Nassau County Executive Bruce Blakeman said the county “will continue to protect the integrity and safety of women’s sports,” in a statement following the appellate court’s decision.

State Supreme Court Justice Bruce Cozzens dismissed two lawsuits aimed at the county’s law on Monday, Oct. 6, saying that the purpose of the law is to “ protect women and girls.” He ruled that the county’s law aligns with Title IX, permitting biological sex-based distinctions in athletics.

Cozzens cited a prior Tennessee court decision in his reasoning, where that court held “that Title IX’s athletics and restroom regulations allow schools to separate athletics and restrooms ‘in accordance with one’s biological sex, without accommodating gender identity.’”

“We are grateful that the court found our legislation to be valid and legal,” Nassau County Executive Bruce Blakeman said Monday in a statement. “We will continue to protect girls and women from unsafe and unfair competition.”

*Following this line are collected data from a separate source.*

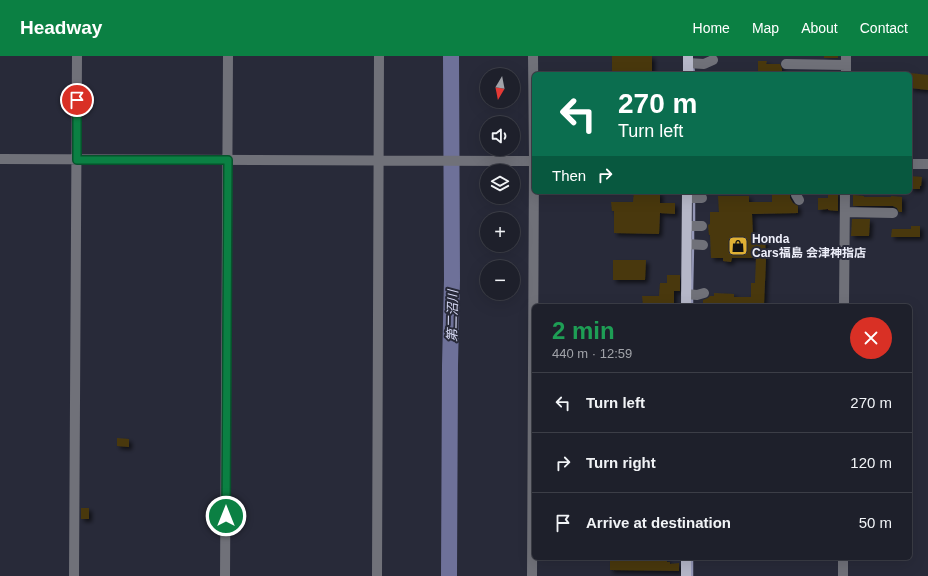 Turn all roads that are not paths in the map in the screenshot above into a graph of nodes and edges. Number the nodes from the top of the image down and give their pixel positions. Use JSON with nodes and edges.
{"nodes":[{"id":1,"x":77,"y":56,"type":"edge"},
{"id":2,"x":228,"y":56,"type":"edge"},
{"id":3,"x":379,"y":56,"type":"edge"},
{"id":4,"x":533,"y":56,"type":"edge"},
{"id":5,"x":688,"y":60,"type":"edge"},
{"id":6,"x":708,"y":62,"type":"dead end"},
{"id":7,"x":786,"y":64,"type":"dead end"},
{"id":8,"x":846,"y":65,"type":"edge"},
{"id":9,"x":807,"y":69,"type":"edge"},
{"id":10,"x":533,"y":72,"type":"edge"},
{"id":11,"x":688,"y":72,"type":"edge"},
{"id":12,"x":0,"y":159,"type":"edge"},
{"id":13,"x":77,"y":160,"type":"junction"},
{"id":14,"x":228,"y":160,"type":"junction"},
{"id":15,"x":378,"y":161,"type":"junction"},
{"id":16,"x":532,"y":161,"type":"edge"},
{"id":17,"x":912,"y":164,"type":"edge"},
{"id":18,"x":928,"y":164,"type":"edge"},
{"id":19,"x":534,"y":194,"type":"edge"},
{"id":20,"x":845,"y":194,"type":"edge"},
{"id":21,"x":687,"y":195,"type":"edge"},
{"id":22,"x":700,"y":198,"type":"dead end"},
{"id":23,"x":845,"y":212,"type":"junction"},
{"id":24,"x":893,"y":213,"type":"dead end"},
{"id":25,"x":686,"y":294,"type":"junction"},
{"id":26,"x":701,"y":294,"type":"dead end"},
{"id":27,"x":533,"y":304,"type":"edge"},
{"id":28,"x":686,"y":304,"type":"edge"},
{"id":29,"x":844,"y":304,"type":"edge"},
{"id":30,"x":532,"y":560,"type":"edge"},
{"id":31,"x":686,"y":560,"type":"edge"},
{"id":32,"x":843,"y":560,"type":"edge"},
{"id":33,"x":74,"y":576,"type":"edge"},
{"id":34,"x":226,"y":576,"type":"edge"},
{"id":35,"x":377,"y":576,"type":"edge"},
{"id":36,"x":532,"y":576,"type":"edge"},
{"id":37,"x":686,"y":576,"type":"edge"},
{"id":38,"x":843,"y":576,"type":"edge"}],
"edges":[{"from":1,"to":13,"type":"street"},
{"from":2,"to":14,"type":"street"},
{"from":3,"to":15,"type":"street"},
{"from":4,"to":10,"type":"street"},
{"from":5,"to":6,"type":"street"},
{"from":5,"to":11,"type":"main road"},
{"from":7,"to":9,"type":"street"},
{"from":8,"to":9,"type":"street"},
{"from":12,"to":13,"type":"street"},
{"from":13,"to":14,"type":"street"},
{"from":13,"to":33,"type":"street"},
{"from":14,"to":15,"type":"street"},
{"from":14,"to":34,"type":"street"},
{"from":15,"to":16,"type":"street"},
{"from":15,"to":35,"type":"street"},
{"from":17,"to":18,"type":"street"},
{"from":19,"to":27,"type":"street"},
{"from":20,"to":23,"type":"street"},
{"from":21,"to":22,"type":"street"},
{"from":21,"to":25,"type":"main road"},
{"from":23,"to":24,"type":"street"},
{"from":23,"to":29,"type":"street"},
{"from":25,"to":26,"type":"street"},
{"from":25,"to":28,"type":"main road"},
{"from":30,"to":36,"type":"street"},
{"from":31,"to":37,"type":"main road"},
{"from":32,"to":38,"type":"street"}]}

The legislation banning transgender women from playing in certain county facilities was passed along party lines in 2024. It came after Blakeman’s executive order banning transgender athletes from competing on women’s sports teams in county facilities was struck down by the State Supreme Court because he did not have the authority to issue it without legislative action. 

Blakeman’s executive order applied to over 100 different athletic facilities throughout the county and prohibited the Roller Rebels, a North Massapequa-based, all-female, flat-track roller derby league, which has welcomed transgender women, from competing.

State Attorney General Letitia James and the New York Civil Liberties Union, representing the derby league, sued the county last year over the order.

According to the NYCLU, the ruling was consistent with the court’s earlier preliminary injunction decision in January that maintained the ban.

In September, an appeals court judge called the county law a “violation.”

The hearing took place in response to the Nassau County Supreme Court, a state court under the appellate court, refusing to pause enforcement of the county law while the NYCLU and James’ lawsuits challenged the legality of Blakeman’s executive order.

The NYCLU is also fighting a battle in Massapequa, as it filed an appeal with state Commissioner of Education Betty Rosa on Friday, Oct. 3, challenging the Massapequa School District’s enactment and enforcement of its resolution preventing transgender students from using restrooms and locker rooms aligned with their gender identity.  

At the district’s Sept. 9 Board of Education meeting, a resolution was passed which “mandates that all students shall be required to use facilities, including restrooms and locker rooms that correspond with the students’ sex as defined under Title IX and federal law,” according to school district documents.